> [YOUR OBJECTIVE] Below are records that should be duplicated exactly, with no image retained.

> [EXERCISE DATA]
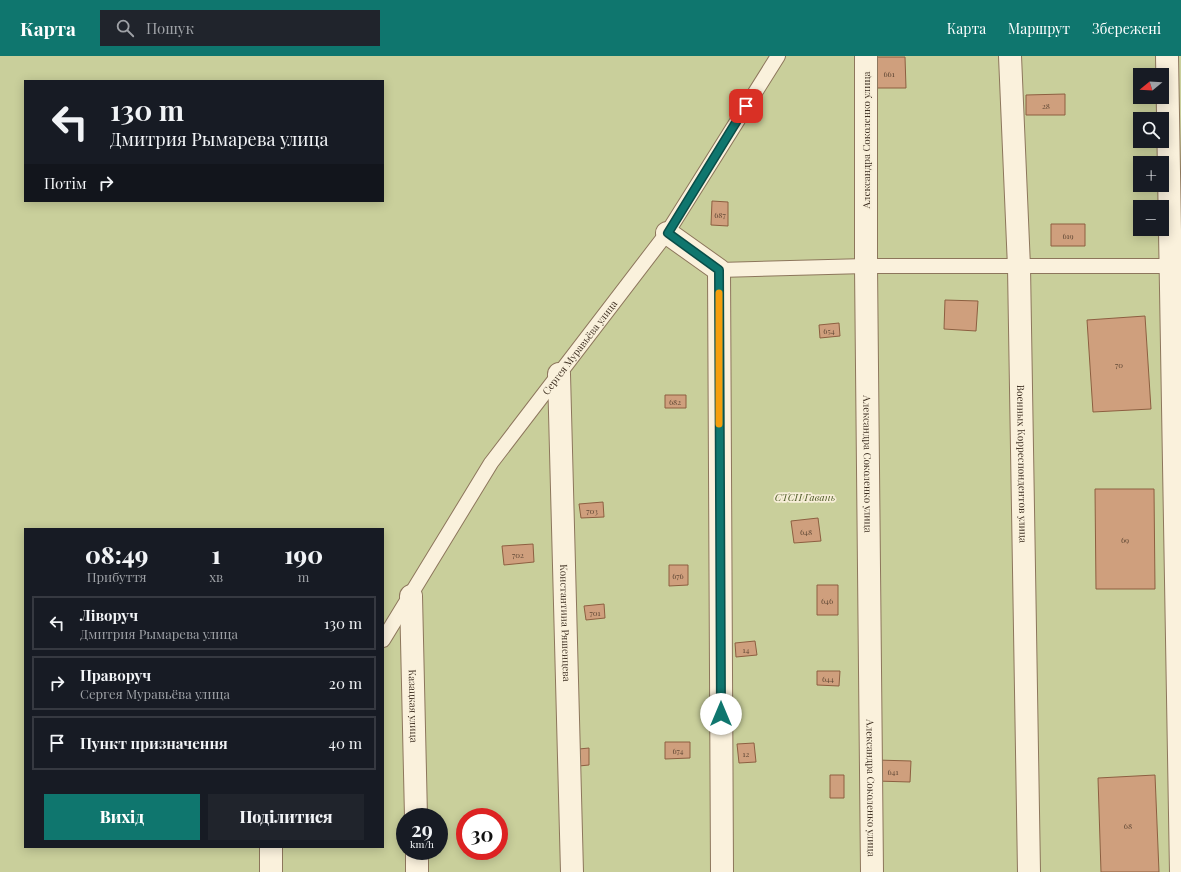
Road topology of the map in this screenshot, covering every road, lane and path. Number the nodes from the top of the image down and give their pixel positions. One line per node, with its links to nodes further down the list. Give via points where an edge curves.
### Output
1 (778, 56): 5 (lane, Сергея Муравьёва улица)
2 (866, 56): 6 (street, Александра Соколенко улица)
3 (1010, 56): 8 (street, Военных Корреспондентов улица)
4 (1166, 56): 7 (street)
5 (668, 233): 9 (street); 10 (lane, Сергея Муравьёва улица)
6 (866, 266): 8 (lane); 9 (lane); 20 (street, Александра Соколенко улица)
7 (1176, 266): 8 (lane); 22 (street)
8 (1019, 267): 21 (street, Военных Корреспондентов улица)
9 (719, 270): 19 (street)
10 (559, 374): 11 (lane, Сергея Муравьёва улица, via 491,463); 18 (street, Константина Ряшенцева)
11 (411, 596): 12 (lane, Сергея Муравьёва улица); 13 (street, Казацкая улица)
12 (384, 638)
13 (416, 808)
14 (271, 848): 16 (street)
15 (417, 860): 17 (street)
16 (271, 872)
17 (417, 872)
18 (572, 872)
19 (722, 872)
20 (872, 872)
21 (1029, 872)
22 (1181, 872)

> [ANSWER FOR THIS EXERCISE]
Road topology of the map in this screenshot, covering every road, lane and path. Number the nodes from the top of the image down and give their pixel positions. One line per node, with its links to nodes further down the list. Give via points where an edge curves.
### Output
1 (778, 56): 5 (lane, Сергея Муравьёва улица)
2 (866, 56): 6 (street, Александра Соколенко улица)
3 (1010, 56): 8 (street, Военных Корреспондентов улица)
4 (1166, 56): 7 (street)
5 (668, 233): 9 (street); 10 (lane, Сергея Муравьёва улица)
6 (866, 266): 8 (lane); 9 (lane); 20 (street, Александра Соколенко улица)
7 (1176, 266): 8 (lane); 22 (street)
8 (1019, 267): 21 (street, Военных Корреспондентов улица)
9 (719, 270): 19 (street)
10 (559, 374): 11 (lane, Сергея Муравьёва улица, via 491,463); 18 (street, Константина Ряшенцева)
11 (411, 596): 12 (lane, Сергея Муравьёва улица); 13 (street, Казацкая улица)
12 (384, 638)
13 (416, 808)
14 (271, 848): 16 (street)
15 (417, 860): 17 (street)
16 (271, 872)
17 (417, 872)
18 (572, 872)
19 (722, 872)
20 (872, 872)
21 (1029, 872)
22 (1181, 872)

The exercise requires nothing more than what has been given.